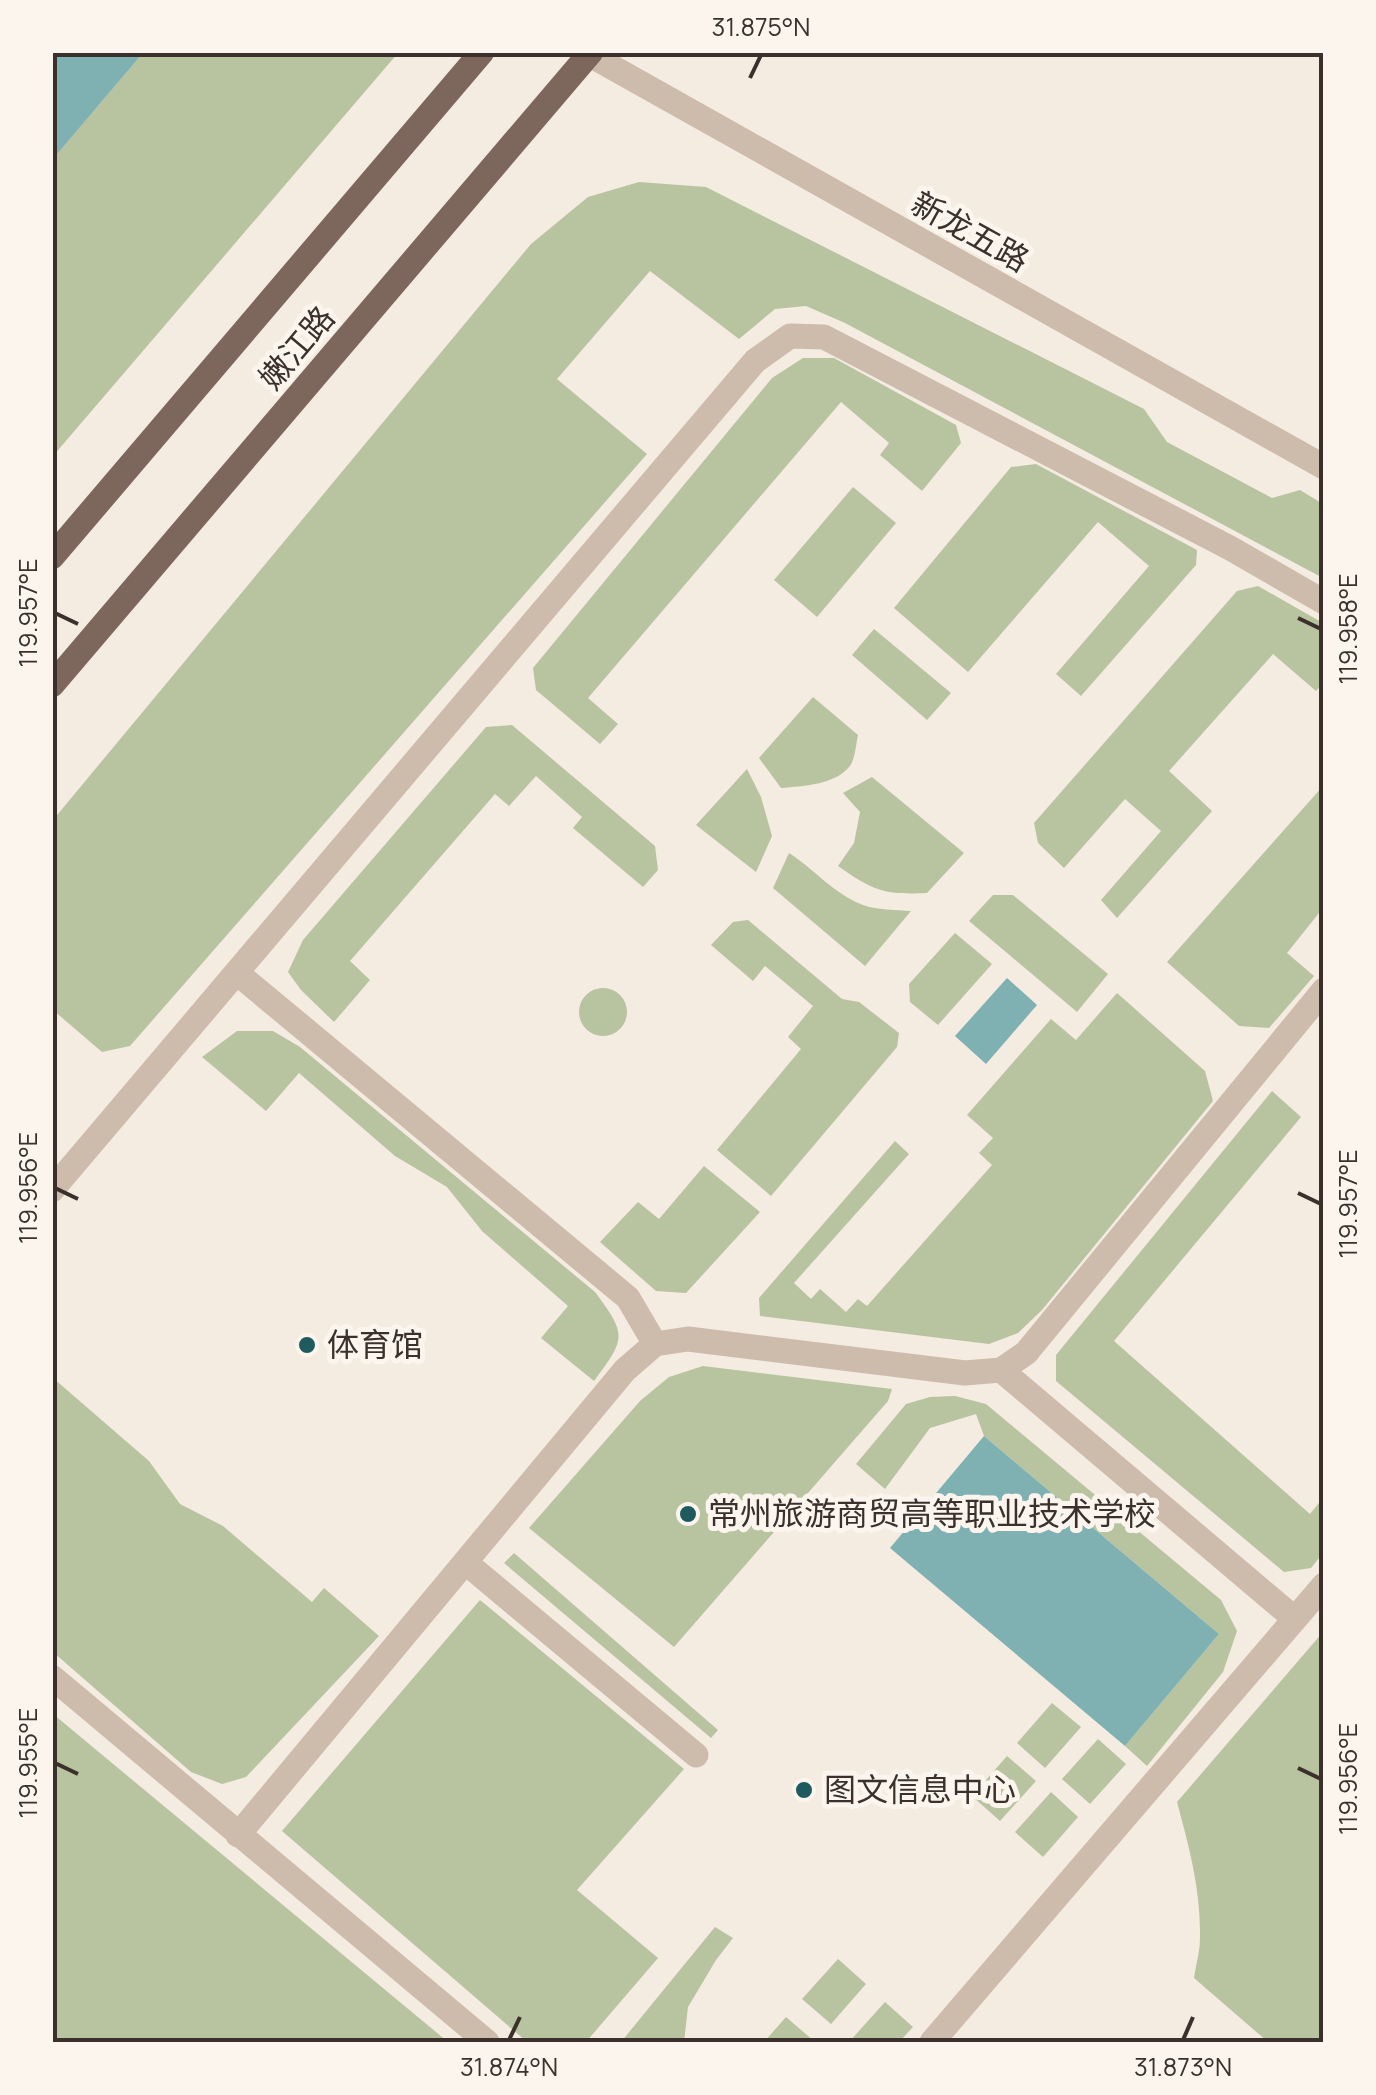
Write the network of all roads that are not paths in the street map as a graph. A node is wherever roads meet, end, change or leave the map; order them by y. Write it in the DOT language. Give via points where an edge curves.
graph roads {
  1 [pos="482,52"];
  2 [pos="588,54"];
  3 [pos="1324,468"];
  4 [pos="52,556"];
  5 [pos="1324,602"];
  6 [pos="52,685"];
  7 [pos="237,973"];
  8 [pos="1324,990"];
  9 [pos="52,1190"];
  10 [pos="655,1344"];
  11 [pos="1001,1370"];
  12 [pos="465,1562"];
  13 [pos="1324,1585"];
  14 [pos="1295,1619"];
  15 [pos="52,1678"];
  16 [pos="696,1755"];
  17 [pos="238,1835"];
  18 [pos="487,2042"];
  19 [pos="932,2042"];
  1 -- 4 [label="main road, 嫩江路"];
  2 -- 3 [label="street, 新龙五路"];
  2 -- 6 [label="main road, 嫩江路"];
  5 -- 7 [label="street" via="824,337 790,336 755,361"];
  7 -- 9 [label="street"];
  7 -- 10 [label="street" via="628,1298"];
  8 -- 11 [label="street" via="1026,1352"];
  10 -- 11 [label="street" via="688,1340 964,1372"];
  10 -- 12 [label="street" via="625,1370"];
  11 -- 14 [label="street"];
  12 -- 16 [label="street"];
  12 -- 17 [label="street"];
  13 -- 14 [label="street"];
  14 -- 19 [label="street"];
  15 -- 17 [label="street"];
  17 -- 18 [label="street"];
}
========================================
▸ **EXERCISE**: Each record has to be set down verbatim, and the pictures must not appear in the copy.

▸ **SOLUTION TO THE PROBLEM**:
Write the network of all roads that are not paths in the street map as a graph. A node is wherever roads meet, end, change or leave the map; order them by y. Write it in the DOT language. Give via points where an edge curves.
graph roads {
  1 [pos="482,52"];
  2 [pos="588,54"];
  3 [pos="1324,468"];
  4 [pos="52,556"];
  5 [pos="1324,602"];
  6 [pos="52,685"];
  7 [pos="237,973"];
  8 [pos="1324,990"];
  9 [pos="52,1190"];
  10 [pos="655,1344"];
  11 [pos="1001,1370"];
  12 [pos="465,1562"];
  13 [pos="1324,1585"];
  14 [pos="1295,1619"];
  15 [pos="52,1678"];
  16 [pos="696,1755"];
  17 [pos="238,1835"];
  18 [pos="487,2042"];
  19 [pos="932,2042"];
  1 -- 4 [label="main road, 嫩江路"];
  2 -- 3 [label="street, 新龙五路"];
  2 -- 6 [label="main road, 嫩江路"];
  5 -- 7 [label="street" via="824,337 790,336 755,361"];
  7 -- 9 [label="street"];
  7 -- 10 [label="street" via="628,1298"];
  8 -- 11 [label="street" via="1026,1352"];
  10 -- 11 [label="street" via="688,1340 964,1372"];
  10 -- 12 [label="street" via="625,1370"];
  11 -- 14 [label="street"];
  12 -- 16 [label="street"];
  12 -- 17 [label="street"];
  13 -- 14 [label="street"];
  14 -- 19 [label="street"];
  15 -- 17 [label="street"];
  17 -- 18 [label="street"];
}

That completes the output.